C) Pour cela, il est essentiel d’enseigner et établir dans les églises les principes bibliques de la gestion financière.
D) Reconnaissons que les églises en bonne santé ne sont pas celles dont les leaders ou les membres regardent constamment vers l’étranger pour recevoir leur soutien.
Regardons plutôt vers ceux qui ont appris la joie et la satisfaction de rendre au Seigneur quelque chose qu’Il leur a donné !
E) Les croyants des églises dépendantes doivent apprendre ce qu’est le sentiment de « vraie propriété personnelle ».
- Lorsque les croyants prennent conscience qu’ils sont propriétaires de leur propre église et de son fonctionnement, ils ont un nouveau sens de la responsabilité. Ils vont alors trouver des ressources locales qu’ils ne soupçonnaient pas auparavant. Ils auront à cœur de soutenir leur pasteur, prendre en charge leurs besoins matériels, etc.
- C’est seulement quand la « propriété locale » est bien établie, que les chrétiens découvrent la joie de soutenir par eux-mêmes. Tant que les fonds arrivent de l’étranger, les gens cherchent toujours quelqu’un qui pourra faire ou payer à leur place…
F) Apprenons aux chrétiens à voir les ressources locales. Trois ressources au moins sont toujours à la disposition des pays pauvres :
- La force de travail de la population (voyons l’exemple du Japon, qui n’a aucune ressource naturelle dans son pays, mais qui sait utiliser le travail de sa population)
- La terre cultivable. La terre est la première ressource donnée par Dieu à l’homme. Mais de plus en plus, l’agriculture est négligée à cause de l’urbanisation.
- La solidarité de la famille élargie (avec ses avantages et ses inconvénients) est une ressource locale puissante, surtout pour faire face à des situations de crise (ainsi, au Ghana, 1 million d’immigrés, chassés du Nigéria, ont pu être réintégrés, grâce aux liens familiaux).
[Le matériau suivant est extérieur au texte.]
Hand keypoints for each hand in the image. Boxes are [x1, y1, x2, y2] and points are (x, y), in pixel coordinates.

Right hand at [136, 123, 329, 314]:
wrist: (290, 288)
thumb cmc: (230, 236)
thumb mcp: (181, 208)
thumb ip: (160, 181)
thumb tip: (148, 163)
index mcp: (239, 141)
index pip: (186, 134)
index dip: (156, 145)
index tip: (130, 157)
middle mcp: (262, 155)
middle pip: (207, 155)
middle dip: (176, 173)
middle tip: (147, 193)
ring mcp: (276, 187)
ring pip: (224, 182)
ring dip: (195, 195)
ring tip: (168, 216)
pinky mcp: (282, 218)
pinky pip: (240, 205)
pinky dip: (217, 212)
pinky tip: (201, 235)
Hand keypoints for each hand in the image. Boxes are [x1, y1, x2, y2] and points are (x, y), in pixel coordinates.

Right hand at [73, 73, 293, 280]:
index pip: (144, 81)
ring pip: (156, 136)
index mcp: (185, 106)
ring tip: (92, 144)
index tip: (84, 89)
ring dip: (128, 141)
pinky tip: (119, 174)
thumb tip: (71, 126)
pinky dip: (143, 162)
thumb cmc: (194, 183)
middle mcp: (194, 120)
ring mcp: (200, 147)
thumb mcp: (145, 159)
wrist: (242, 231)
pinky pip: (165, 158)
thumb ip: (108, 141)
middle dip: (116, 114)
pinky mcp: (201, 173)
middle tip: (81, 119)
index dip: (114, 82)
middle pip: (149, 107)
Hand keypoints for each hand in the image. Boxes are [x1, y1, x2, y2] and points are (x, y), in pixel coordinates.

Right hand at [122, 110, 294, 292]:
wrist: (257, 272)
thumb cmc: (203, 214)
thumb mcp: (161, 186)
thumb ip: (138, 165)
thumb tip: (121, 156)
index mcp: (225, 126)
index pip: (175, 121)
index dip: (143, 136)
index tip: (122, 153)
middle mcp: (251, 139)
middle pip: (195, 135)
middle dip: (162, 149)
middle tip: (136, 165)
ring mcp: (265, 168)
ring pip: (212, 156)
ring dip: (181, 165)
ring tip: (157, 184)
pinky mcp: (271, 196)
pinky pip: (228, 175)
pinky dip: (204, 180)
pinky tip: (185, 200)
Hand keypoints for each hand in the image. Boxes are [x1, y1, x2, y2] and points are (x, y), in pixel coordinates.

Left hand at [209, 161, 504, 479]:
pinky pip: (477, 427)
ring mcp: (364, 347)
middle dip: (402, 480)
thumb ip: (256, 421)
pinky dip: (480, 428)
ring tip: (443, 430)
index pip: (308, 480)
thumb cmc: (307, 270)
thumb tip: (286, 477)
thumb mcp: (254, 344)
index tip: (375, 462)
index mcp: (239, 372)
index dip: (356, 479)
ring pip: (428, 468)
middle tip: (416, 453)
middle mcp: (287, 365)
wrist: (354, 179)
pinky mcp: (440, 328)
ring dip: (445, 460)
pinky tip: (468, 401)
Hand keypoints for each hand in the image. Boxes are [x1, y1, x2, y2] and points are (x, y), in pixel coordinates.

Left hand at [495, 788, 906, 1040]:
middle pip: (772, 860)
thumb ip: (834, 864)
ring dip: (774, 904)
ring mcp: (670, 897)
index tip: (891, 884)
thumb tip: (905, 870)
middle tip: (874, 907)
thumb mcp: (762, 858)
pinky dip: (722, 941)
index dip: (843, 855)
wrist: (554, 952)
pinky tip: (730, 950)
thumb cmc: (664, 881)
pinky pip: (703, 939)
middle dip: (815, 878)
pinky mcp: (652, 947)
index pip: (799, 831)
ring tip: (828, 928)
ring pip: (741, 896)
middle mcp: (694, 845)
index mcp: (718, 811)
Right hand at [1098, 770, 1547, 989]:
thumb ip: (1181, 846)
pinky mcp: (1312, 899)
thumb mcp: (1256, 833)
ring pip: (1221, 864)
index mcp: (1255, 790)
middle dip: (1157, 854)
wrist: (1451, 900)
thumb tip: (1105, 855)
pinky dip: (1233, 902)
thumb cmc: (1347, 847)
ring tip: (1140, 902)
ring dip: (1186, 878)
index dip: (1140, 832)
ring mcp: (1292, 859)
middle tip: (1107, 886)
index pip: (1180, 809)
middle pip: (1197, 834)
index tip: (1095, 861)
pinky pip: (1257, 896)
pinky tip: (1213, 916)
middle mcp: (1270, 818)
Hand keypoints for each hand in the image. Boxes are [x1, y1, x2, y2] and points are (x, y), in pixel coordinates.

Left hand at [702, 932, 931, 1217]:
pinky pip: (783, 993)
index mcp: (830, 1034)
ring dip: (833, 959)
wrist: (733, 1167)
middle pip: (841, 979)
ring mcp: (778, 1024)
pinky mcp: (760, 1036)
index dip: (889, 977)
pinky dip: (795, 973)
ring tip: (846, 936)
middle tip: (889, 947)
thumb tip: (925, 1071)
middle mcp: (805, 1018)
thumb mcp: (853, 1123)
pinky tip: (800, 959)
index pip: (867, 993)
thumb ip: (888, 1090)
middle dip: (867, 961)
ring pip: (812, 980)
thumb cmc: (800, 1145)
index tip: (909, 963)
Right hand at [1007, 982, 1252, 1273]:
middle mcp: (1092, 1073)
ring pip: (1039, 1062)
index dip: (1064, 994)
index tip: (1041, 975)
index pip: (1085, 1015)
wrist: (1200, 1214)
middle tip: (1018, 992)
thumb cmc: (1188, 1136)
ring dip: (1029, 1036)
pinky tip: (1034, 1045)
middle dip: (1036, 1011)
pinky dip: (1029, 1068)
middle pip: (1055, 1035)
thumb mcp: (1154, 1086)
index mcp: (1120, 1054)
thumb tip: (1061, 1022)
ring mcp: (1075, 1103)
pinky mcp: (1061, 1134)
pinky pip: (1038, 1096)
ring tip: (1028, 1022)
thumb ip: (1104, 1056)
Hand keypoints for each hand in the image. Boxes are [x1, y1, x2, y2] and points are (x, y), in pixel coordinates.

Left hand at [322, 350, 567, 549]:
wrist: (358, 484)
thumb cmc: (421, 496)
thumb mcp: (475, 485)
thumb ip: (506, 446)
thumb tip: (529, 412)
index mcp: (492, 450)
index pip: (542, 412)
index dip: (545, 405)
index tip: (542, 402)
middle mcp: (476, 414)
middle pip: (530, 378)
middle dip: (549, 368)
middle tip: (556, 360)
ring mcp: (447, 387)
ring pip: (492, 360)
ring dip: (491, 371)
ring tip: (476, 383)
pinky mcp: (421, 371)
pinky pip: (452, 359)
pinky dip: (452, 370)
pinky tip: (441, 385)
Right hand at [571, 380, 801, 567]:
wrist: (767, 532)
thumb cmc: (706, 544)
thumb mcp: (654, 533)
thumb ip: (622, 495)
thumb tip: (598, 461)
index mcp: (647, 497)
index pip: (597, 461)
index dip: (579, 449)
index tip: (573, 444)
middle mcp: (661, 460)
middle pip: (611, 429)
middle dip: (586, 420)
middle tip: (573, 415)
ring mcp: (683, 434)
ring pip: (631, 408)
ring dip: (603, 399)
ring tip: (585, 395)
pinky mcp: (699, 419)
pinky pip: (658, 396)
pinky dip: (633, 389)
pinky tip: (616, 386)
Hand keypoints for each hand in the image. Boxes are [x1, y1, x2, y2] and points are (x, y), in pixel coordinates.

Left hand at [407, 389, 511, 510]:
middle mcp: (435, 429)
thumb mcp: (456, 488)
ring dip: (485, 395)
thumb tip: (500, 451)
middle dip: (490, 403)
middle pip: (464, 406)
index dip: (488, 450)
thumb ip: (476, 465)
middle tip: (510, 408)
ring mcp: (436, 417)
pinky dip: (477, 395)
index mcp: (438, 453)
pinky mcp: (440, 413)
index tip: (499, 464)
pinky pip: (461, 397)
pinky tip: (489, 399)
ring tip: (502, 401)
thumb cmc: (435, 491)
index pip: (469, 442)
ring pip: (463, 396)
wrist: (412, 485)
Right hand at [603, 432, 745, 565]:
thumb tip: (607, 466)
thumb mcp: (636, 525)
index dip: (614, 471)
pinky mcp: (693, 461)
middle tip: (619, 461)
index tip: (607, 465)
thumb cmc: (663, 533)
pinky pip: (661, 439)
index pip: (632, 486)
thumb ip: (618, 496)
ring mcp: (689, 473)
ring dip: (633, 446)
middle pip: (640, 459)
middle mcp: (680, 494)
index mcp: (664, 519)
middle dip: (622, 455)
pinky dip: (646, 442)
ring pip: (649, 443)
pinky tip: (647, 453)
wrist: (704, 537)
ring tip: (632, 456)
G) Donnons toujours priorité aux ressources locales, par rapport aux ressources mondiales ou extérieures.
C’est ainsi que les croyants prennent leurs responsabilités, et que leur sentiment de dignité personnelle est le mieux préservé.
- Certains pensent que l’occident est riche, donc il doit « aider » dans tous les cas !
- Il est cependant préférable de mobiliser d’abord au maximum les ressources locales, et appliquer le principe de « proximité géographique ». Cela encourage les gens à entreprendre des initiatives, et à s’aider eux-mêmes.
L’aide extérieure est indispensable dans certains cas : le défi est de faire en sorte que les ressources et aides externes ne viennent pas détruire le peu de ressources locales existantes, et ne laissent la communauté encore plus dépendante et passive.
H) Réfléchissons à tous les fonds qui sont versés pour « entretenir » des églises, alors que ces mêmes fonds devraient être orientés pour évangéliser des peuples « non-atteints ».
Une bonne nouvelle : la dépendance peut être vaincue, elle n’est pas irrémédiable !
- Cependant, il faut un réel réveil spirituel pour résoudre ces questions. C’est en ayant d’abord une vraie vie spirituelle, que l’on pourra mettre en place une bonne gestion.
- Nous voyons l’importance d’établir des églises qui s’auto-suffisent sur le plan financier, et qui se multiplient sur ce principe.
- Nous devons sensibiliser les leaders des églises autochtones à prendre une totale responsabilité de l’appropriation des projets de l’église locale.
L’initiative locale vient d’une vision locale, et du sentiment d’être propriétaire de l’œuvre. Cela ne se réalise qu’avec des fonds locaux. Cela va moins vite au départ, mais si l’on injecte de l’argent extérieur pour aller plus vite, on risque de développer une mentalité de parasite.